Methods: The data were extracted from the Sepsis Occurrence in Acutely Ill Patients (SOAP) study, a multicenter observational cohort study to which 198 ICUs from 24 European countries contributed. All adult patients admitted to a participating ICU between 1 and 15 May 2002, except those admitted for uncomplicated postoperative surveillance, were eligible for the study. For the purposes of this substudy, patients were divided into two groups according to whether they had ARF. The groups were compared with respect to patient characteristics, fluid balance, and outcome.
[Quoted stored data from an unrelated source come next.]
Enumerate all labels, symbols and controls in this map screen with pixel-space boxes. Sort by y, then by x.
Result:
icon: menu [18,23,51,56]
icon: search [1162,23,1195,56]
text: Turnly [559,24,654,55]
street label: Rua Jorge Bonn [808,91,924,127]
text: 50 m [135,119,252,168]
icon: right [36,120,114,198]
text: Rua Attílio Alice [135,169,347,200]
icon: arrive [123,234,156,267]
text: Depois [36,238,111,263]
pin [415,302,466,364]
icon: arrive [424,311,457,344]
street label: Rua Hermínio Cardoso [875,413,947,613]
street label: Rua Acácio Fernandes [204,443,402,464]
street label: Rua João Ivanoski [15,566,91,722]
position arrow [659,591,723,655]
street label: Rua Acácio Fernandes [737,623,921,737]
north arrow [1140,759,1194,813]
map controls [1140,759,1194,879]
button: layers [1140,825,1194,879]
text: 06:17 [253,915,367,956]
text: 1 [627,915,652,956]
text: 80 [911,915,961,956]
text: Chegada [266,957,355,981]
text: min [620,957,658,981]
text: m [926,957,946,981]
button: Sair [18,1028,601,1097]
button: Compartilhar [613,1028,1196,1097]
Results: Of the 3,147 patients included in the SOAP study, 1,120 (36%) had ARF at some point during their ICU stay. Sixty-day mortality rates were 36% in patients with ARF and 16% in patients without ARF (P < 0.01). Oliguric patients and patients treated with renal replacement therapy (RRT) had higher 60-day mortality rates than patients without oliguria or the need for RRT (41% versus 33% and 52% versus 32%, respectively; P < 0.01). Independent risk factors for 60-day mortality in the patients with ARF were age, Simplified Acute Physiology Score II (SAPS II), heart failure, liver cirrhosis, medical admission, mean fluid balance, and need for mechanical ventilation. Among patients treated with RRT, length of stay and mortality were lower when RRT was started early in the course of the ICU stay.
Conclusion: In this large European multicenter study, a positive fluid balance was an important factor associated with increased 60-day mortality. Outcome among patients treated with RRT was better when RRT was started early in the course of the ICU stay.